C’est là qu’intervient le Ciné-coaching, cette approche que j’ai développée à partir d’un comportement anthropologique fondamental : depuis l’aube de l’humanité, nous apprenons par les récits. Un film active probablement nos neurones miroirs et notre intelligence émotionnelle, nous permettant d’expérimenter des situations sans les vivre. Cette méthode, inspirée des travaux de Jérôme Bruner sur la pensée narrative et des recherches en neurosciences cognitives, transforme le visionnage en laboratoire de développement personnel.
👉 Pour approfondir cette approche, découvrez mes articles de méthodologie :
- Qu’est-ce que le Ciné-coaching ? – Les bases scientifiques et méthodologiques
- Comment choisir un film qui serve votre développement personnel ? – Critères de sélection et typologie des récits
- Comment faire d’un film un outil de développement personnel ? – Méthodes pratiques d’analyse et d’application
Cette semaine, je vous propose d’explorer Valeur sentimentale de Joachim Trier, une lueur d’espoir pour toutes les relations où le non-dit et la distance règnent. Et aussi un manuel pour dénouer les relations mal engagées et créer des ponts authentiques avec ceux qui nous semblent inaccessibles.

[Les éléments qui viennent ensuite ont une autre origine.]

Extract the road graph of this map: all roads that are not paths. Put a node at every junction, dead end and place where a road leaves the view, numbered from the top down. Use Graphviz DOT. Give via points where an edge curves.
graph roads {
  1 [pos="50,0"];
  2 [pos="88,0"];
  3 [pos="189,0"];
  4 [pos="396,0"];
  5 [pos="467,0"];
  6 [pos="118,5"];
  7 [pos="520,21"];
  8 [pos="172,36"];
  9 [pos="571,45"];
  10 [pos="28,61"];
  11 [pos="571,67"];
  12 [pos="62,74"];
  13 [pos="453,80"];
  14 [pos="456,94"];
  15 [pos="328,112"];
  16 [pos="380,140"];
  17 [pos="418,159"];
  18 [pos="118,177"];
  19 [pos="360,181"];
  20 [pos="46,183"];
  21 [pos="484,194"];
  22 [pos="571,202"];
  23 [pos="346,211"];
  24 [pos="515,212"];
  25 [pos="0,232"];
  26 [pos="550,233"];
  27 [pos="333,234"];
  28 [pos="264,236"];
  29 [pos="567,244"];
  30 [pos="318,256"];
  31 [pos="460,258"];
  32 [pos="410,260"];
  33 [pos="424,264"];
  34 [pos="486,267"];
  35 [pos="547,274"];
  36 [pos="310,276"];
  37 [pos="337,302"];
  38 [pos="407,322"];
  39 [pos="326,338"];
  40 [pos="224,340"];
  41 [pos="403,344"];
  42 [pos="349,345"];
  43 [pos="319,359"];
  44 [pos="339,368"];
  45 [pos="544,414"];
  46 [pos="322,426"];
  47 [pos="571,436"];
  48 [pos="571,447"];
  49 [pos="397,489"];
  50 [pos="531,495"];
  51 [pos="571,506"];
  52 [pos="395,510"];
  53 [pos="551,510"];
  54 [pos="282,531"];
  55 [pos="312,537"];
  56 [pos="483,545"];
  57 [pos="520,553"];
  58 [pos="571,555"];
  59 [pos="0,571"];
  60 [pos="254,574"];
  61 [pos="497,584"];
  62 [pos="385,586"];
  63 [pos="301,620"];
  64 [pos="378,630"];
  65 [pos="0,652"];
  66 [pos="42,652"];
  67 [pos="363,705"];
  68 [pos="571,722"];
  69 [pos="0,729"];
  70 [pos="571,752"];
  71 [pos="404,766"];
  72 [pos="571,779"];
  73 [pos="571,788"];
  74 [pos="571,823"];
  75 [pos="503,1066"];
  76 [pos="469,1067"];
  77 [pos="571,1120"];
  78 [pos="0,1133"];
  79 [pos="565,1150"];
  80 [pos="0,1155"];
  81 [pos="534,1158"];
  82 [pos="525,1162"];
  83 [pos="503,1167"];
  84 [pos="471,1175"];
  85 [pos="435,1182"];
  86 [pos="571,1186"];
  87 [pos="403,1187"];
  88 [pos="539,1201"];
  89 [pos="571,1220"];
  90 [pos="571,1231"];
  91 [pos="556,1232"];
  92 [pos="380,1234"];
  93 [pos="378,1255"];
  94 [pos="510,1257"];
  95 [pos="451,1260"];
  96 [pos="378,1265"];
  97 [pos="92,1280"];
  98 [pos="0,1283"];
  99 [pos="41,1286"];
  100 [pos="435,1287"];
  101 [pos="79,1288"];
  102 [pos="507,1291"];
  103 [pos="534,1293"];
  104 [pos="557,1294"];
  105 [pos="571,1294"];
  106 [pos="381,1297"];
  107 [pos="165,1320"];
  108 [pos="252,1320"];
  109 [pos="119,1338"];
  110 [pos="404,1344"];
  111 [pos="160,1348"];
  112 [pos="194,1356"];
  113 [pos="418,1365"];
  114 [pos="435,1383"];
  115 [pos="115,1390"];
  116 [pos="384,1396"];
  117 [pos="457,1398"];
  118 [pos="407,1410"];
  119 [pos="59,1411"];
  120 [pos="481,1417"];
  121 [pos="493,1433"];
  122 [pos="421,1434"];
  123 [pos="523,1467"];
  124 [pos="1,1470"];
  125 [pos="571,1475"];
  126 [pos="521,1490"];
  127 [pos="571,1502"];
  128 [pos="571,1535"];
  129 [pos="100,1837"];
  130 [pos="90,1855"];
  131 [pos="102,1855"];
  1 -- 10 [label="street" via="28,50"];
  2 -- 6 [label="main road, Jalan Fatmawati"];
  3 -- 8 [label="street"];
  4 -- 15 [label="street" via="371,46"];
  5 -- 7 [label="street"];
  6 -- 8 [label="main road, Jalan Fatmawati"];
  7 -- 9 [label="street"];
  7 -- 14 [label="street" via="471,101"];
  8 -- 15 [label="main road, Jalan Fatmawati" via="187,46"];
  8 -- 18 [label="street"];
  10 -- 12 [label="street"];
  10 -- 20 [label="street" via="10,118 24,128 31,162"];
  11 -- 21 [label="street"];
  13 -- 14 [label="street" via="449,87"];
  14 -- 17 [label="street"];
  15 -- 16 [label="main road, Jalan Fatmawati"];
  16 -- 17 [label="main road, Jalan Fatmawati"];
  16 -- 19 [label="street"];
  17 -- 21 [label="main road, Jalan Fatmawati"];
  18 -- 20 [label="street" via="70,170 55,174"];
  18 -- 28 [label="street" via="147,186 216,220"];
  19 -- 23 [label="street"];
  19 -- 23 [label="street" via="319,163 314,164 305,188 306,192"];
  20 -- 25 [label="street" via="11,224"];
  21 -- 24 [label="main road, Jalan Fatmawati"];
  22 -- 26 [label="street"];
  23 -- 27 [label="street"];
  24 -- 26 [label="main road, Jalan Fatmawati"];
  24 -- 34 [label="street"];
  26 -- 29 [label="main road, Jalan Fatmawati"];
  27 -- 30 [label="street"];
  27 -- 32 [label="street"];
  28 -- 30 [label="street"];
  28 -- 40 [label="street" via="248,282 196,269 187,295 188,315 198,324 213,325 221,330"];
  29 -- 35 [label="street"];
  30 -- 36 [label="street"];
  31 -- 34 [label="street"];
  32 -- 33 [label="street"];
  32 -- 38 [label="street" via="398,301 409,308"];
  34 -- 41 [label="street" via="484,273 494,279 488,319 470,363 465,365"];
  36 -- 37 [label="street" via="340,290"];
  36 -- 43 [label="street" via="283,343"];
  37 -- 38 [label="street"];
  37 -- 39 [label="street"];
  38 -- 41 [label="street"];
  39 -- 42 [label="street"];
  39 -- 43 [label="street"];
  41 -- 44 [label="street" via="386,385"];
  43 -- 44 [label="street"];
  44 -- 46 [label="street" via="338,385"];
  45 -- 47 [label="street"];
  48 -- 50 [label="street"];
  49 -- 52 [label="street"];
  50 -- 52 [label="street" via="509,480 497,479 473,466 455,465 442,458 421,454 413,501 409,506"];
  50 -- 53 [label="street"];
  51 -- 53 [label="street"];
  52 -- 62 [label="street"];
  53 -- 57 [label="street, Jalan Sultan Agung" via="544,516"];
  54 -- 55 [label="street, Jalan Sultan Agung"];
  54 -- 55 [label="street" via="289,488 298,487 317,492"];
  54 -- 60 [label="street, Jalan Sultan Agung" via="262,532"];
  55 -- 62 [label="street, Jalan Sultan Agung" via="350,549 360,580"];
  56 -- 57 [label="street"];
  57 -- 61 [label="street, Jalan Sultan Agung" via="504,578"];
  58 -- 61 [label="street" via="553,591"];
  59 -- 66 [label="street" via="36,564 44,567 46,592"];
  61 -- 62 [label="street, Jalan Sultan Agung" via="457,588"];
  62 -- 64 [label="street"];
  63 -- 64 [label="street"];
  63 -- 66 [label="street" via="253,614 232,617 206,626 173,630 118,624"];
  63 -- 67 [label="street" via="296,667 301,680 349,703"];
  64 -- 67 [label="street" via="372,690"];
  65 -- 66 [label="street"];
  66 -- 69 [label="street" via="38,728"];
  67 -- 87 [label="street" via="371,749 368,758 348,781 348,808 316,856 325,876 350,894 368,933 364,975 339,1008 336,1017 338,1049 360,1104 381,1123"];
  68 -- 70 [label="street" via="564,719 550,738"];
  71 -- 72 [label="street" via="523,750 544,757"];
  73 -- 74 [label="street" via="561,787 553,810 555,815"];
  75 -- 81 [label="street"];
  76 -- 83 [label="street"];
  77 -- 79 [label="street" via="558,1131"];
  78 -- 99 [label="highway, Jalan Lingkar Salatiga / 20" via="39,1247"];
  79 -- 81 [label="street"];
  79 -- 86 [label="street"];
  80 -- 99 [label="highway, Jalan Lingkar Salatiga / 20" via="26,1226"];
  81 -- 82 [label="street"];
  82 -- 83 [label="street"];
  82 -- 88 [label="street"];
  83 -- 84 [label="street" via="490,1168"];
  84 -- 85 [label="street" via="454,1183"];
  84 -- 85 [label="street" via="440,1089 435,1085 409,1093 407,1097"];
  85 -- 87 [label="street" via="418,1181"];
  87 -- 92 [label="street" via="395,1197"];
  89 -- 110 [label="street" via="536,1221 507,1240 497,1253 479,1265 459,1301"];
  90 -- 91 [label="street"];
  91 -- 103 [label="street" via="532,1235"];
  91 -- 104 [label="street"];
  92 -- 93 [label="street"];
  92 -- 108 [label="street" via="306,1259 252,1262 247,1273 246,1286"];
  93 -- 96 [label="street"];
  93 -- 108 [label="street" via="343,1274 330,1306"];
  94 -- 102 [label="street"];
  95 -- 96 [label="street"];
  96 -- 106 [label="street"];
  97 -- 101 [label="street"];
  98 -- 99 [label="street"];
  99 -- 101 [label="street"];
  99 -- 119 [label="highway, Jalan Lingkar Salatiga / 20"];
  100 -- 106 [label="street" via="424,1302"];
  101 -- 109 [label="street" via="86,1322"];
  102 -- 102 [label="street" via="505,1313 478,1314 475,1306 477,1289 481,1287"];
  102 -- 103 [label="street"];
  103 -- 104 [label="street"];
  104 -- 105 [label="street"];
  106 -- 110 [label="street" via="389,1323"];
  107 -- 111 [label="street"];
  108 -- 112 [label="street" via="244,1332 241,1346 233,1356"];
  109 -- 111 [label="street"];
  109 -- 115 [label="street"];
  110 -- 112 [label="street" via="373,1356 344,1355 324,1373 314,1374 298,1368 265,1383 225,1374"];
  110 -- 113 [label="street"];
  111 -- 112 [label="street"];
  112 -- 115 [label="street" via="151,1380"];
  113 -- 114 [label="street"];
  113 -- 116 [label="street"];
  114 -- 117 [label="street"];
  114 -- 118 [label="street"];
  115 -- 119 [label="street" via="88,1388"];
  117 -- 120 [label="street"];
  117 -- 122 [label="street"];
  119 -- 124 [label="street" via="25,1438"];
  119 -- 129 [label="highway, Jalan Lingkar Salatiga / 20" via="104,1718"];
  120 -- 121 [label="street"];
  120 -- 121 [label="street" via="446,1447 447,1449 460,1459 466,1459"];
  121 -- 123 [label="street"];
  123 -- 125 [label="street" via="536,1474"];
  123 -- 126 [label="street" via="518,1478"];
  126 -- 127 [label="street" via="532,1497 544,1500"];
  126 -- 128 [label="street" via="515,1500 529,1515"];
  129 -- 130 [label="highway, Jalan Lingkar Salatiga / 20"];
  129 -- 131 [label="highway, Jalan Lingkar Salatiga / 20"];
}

Valeurs sentimentales : quand les sentiments ne savent pas se dire avec des mots
Synopsis et contexte
Gustav Åhr, 75 ans, réalisateur norvégien en fin de carrière, n’a jamais su créer de lien avec Nora, sa fille de 30 ans. Comédienne à succès mais à la peine émotionnellement, Nora présente une façade de force publique qui masque une fragilité psychologique profonde. Elle peine à construire une famille et semble dériver malgré sa réussite professionnelle.
Le contraste est saisissant avec Agnès, l’autre fille, qui a joué enfant dans le chef d’oeuvre de son père et mène une vie professionnelle plus banale mais s’épanouit dans un équilibre psychologique et familial harmonieux. Gustav découvre, sans que l’on sache ni comment, ni si c’est l’élément déclencheur, la tentative de suicide de Nora. Il refait surface après des années.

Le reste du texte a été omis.